In Visual Studio (VS) add a Business Intelligence Integrated Service Project. In my case, I followed our naming standard and named the project “Adec.EDW.ETL.Staging”. To setup VS for Business Intelligence Integrated Service Project refer to “Visual Studio and SQL Business Intelligence”. Rename the default SIS Package to “AX_SysDataBaseLog”. Setup three project Connection Managers.

AX_Source – Connection Manager to the Dynamics AX DB.

Remote_ProcessingDatabase - Connection Manager to the Dynamics AX Server DB, where you have Read / Write authority. Same AX Server, different DB.

Staging – The EDW destination DB.

<Hint> - In my case they are all “Native OLE DB\SQL Server Naïve Client 11.0” Connection Managers.
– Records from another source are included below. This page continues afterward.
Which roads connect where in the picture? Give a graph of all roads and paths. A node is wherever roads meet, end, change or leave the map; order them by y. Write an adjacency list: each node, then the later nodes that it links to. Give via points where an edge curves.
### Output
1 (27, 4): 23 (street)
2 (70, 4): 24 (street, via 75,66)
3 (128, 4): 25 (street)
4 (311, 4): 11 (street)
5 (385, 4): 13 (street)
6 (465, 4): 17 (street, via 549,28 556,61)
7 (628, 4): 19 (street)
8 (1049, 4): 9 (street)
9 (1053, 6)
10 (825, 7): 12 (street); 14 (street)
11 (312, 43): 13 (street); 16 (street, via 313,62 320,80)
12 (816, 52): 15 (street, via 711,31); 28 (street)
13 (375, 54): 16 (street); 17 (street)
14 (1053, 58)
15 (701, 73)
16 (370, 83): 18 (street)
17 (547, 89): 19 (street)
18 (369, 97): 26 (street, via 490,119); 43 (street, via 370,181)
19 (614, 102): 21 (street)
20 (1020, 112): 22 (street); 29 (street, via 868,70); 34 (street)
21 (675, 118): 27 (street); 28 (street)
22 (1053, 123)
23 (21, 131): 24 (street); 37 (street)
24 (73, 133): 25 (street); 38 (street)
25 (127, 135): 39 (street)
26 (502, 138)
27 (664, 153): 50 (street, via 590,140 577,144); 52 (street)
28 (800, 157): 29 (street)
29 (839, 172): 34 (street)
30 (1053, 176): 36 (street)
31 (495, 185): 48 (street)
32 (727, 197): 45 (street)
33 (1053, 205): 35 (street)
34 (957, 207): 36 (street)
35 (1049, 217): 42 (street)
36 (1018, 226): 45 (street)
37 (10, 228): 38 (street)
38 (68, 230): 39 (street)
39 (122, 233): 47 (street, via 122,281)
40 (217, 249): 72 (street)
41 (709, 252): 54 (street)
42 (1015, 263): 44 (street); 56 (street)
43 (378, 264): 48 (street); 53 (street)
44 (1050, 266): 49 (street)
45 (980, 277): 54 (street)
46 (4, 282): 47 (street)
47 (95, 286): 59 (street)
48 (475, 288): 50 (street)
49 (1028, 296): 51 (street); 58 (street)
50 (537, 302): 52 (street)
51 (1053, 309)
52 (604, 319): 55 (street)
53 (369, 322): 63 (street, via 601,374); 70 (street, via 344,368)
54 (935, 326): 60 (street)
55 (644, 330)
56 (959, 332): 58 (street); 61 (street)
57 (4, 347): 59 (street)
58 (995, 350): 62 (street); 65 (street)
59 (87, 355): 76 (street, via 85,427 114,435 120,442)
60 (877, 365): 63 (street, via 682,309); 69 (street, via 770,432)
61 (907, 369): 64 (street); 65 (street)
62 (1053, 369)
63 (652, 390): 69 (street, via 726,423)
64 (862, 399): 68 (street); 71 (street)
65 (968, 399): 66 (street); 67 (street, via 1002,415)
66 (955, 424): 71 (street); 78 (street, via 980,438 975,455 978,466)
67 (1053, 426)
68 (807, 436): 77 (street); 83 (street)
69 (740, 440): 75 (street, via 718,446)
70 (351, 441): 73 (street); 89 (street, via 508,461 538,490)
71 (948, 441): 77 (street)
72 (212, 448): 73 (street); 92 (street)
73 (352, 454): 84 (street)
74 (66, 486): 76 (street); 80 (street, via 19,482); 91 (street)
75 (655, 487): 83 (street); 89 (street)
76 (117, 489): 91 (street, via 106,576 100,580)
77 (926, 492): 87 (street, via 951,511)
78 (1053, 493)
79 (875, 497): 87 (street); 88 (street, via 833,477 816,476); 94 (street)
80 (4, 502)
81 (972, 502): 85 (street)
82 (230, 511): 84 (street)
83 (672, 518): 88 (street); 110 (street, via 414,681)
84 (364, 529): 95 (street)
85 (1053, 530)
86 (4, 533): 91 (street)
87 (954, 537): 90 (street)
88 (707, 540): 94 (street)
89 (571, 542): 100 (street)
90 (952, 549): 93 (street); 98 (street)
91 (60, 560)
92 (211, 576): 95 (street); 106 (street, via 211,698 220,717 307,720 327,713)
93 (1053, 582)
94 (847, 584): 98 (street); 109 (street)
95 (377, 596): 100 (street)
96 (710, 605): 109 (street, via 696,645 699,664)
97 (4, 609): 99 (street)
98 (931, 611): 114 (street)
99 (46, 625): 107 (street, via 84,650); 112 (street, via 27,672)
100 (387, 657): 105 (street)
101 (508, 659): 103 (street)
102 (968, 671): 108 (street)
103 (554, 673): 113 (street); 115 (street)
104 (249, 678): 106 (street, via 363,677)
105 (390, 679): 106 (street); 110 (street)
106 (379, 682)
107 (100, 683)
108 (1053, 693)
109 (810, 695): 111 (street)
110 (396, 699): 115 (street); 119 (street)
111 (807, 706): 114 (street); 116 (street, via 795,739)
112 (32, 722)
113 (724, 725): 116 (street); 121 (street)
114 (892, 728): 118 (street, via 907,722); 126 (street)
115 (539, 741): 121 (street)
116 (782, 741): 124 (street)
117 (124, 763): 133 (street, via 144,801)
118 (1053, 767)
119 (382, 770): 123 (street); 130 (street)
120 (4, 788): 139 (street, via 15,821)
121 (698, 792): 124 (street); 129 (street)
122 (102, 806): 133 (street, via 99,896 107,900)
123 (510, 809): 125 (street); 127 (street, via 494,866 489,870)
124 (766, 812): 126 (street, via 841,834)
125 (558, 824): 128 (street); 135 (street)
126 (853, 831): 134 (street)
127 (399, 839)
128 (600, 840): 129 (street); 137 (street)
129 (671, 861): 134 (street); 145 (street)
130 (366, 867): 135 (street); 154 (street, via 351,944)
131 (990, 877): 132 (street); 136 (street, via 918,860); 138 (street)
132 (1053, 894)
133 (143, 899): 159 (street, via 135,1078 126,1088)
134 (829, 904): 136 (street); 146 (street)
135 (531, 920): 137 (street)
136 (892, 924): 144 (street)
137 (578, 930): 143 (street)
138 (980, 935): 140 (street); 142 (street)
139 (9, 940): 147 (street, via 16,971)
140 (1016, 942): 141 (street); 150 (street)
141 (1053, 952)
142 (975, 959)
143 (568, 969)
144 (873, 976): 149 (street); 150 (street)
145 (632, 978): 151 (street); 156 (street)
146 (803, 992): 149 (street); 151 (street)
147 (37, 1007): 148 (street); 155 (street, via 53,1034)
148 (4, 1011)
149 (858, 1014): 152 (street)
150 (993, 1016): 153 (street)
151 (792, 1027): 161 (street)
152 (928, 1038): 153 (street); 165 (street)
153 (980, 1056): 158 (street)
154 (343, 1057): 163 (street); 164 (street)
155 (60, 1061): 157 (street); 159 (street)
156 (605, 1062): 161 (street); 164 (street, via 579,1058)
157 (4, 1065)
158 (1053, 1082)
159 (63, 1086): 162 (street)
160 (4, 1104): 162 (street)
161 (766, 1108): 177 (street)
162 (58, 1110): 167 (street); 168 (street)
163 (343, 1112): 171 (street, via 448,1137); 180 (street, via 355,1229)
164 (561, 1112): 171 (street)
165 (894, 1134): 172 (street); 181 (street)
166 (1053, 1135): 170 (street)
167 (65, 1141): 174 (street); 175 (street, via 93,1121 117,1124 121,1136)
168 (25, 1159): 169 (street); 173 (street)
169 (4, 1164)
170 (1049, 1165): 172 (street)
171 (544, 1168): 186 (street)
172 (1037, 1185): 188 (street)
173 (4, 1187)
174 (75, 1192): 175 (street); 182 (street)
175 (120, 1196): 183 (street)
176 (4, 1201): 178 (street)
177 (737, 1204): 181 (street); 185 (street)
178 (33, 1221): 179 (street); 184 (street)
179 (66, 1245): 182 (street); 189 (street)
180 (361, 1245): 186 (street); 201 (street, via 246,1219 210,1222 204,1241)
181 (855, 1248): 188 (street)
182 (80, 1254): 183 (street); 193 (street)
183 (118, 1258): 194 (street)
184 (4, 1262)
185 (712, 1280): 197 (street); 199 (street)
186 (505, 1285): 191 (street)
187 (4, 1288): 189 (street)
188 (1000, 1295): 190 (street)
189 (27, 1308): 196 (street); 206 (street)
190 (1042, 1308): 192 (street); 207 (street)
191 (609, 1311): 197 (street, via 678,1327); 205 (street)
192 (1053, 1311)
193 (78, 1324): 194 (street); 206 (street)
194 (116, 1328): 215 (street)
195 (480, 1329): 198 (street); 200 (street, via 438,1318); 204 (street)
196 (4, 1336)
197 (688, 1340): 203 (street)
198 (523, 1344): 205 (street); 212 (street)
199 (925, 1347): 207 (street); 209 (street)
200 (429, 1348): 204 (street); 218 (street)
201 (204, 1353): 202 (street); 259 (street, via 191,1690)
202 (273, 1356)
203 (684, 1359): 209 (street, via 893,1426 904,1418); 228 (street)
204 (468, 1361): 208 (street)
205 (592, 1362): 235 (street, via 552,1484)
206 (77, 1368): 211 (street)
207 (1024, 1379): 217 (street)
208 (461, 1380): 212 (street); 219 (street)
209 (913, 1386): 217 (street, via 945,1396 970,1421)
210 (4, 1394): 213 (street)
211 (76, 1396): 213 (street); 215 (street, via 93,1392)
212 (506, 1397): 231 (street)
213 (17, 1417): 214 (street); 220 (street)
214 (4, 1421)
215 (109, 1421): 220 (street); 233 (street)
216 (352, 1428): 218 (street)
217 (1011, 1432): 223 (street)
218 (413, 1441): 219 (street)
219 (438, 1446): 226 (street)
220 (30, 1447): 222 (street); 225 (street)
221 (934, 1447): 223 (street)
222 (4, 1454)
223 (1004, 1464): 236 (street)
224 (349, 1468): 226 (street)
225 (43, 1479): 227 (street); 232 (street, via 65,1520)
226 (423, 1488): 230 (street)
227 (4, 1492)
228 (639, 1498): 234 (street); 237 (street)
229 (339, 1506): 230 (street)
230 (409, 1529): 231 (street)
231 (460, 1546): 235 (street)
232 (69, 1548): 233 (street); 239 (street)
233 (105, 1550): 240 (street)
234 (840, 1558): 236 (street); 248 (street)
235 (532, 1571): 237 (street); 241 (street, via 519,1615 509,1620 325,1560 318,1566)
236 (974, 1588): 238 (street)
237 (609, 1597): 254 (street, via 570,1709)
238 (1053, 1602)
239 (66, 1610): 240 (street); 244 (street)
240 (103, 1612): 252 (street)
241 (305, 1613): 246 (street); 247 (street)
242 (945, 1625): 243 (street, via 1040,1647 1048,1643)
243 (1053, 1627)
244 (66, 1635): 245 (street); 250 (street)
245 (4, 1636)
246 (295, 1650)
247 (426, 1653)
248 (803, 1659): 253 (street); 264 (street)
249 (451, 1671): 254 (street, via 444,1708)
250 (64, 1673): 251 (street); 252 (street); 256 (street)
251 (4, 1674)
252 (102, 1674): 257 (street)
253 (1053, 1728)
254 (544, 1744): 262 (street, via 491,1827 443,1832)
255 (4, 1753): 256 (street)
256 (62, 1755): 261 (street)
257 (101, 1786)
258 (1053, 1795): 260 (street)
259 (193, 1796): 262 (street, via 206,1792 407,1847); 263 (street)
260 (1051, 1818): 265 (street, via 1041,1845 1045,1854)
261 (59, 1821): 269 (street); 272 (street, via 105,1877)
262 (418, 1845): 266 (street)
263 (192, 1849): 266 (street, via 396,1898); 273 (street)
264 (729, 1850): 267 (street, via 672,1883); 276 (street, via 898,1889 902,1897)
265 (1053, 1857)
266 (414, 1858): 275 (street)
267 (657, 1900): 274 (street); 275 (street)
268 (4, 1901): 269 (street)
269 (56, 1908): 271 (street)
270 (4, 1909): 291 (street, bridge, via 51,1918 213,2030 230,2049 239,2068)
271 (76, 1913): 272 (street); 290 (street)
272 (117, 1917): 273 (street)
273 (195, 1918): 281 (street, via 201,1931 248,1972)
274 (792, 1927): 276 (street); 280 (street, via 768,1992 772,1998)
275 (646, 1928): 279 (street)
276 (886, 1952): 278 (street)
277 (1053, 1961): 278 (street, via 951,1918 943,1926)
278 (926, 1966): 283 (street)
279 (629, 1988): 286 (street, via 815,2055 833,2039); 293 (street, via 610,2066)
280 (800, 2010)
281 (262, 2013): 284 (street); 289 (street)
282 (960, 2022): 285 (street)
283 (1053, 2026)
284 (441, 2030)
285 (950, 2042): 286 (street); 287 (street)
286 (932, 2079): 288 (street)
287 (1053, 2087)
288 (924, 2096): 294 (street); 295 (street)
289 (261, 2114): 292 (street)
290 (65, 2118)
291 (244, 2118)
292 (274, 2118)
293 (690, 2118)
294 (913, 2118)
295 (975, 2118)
1)      Prepare. In this design Pattern, three SQL temporary physical tables are needed to contain the ETL’s source and destination Record Identifiers, and an Error table for raw data, if needed. Add a Sequence Container “Prepare-ztmp_Tables”. In the Container add three Execute SQL Task tools. They can execute in parallel. Name the Execute SQL Task “Prepare-Local-ztmp”, “Prepare-Remote-ztmp”, and “Prepare-Localztmp-Error”. For reference, refer to “Figure 1 – Top level Control Follow Diagram”.
1.1)           Select the Execute SQL Task “Prepare-Local-ztmp”. Open it for edit. Select Connection “Staging”, AKA, EDW Destination. Copy and paste the following SQL code in the SQL Statement.
--Connection = Staging
IF OBJECT_ID('dbo.ztmp_SysDataBaseLog_IDs')IS NOT NULL
                  TRUNCATE TABLE [dbo].[ztmp_SysDataBaseLog_IDs];
                  CREATE TABLE [dbo].[ztmp_SysDataBaseLog_IDs](
                              [RECID] bigint NULL,
                              [RECVERSION] bigint NULL)
                  ON [PRIMARY];

1.2)           Repeat step 1.1 for “Prepare-Remote-ztmp” Execute SQL Task. With the following setting, connection is “Remote_ProcessingDatabase”, AKA, Source Server with Read and Write authority, in this case AX server. Copy and paste the following SQL code in the SQL Statement.
--Connection = Remote-ProcessDatabase
IF OBJECT_ID('dbo.ztmp_SysDataBaseLog_IDs')IS NOT NULL
                  TRUNCATE TABLE [dbo].ztmp_SysDataBaseLog_IDs;
                  CREATE TABLE [dbo].ztmp_SysDataBaseLog_IDs(
                              [RECID] bigint NULL);

1.3)           Repeat step 1.1 for “Prepare-Localztmp-Error” Execute SQL Task. With the following setting, connection is “Staging”, AKA, ETL Destination. Copy and paste the following SQL code in the SQL Statement.
--Connection = Staging
                  TRUNCATE TABLE [dbo].[ztmp_SYSDATABASELOG_Errors];
                  CREATE TABLE [dbo].[ztmp_SYSDATABASELOG_Errors](
                              [USERNAME] [nvarchar](60) NOT NULL,
                              [DESCRIPTION] [nvarchar](60) NOT NULL,
                              [LOGTYPE] [int] NOT NULL,
                              [DATA] [varbinary](max) NULL,
                              [TABLE_] [int] NOT NULL,
                              [LOGRECID] [bigint] NOT NULL,
                              [CREATEDDATETIME] [datetime] NOT NULL,
                              [DEL_CREATEDTIME] [int] NOT NULL,
                              [CREATEDBY] [nvarchar](8) NOT NULL,
                              [CREATEDTRANSACTIONID] [bigint] NOT NULL,
                              [DATAAREAID] [nvarchar](4) NOT NULL,
                              [RECVERSION] [int] NOT NULL,
                              [PARTITION] [bigint] NOT NULL,
                              [RECID] [bigint] NOT NULL,
                              [SEMTABLENAME] [nvarchar](60) NOT NULL);

<Hint> The error temp table has the same columns as the data source table. We will discuss the reason in Error Handling section 3.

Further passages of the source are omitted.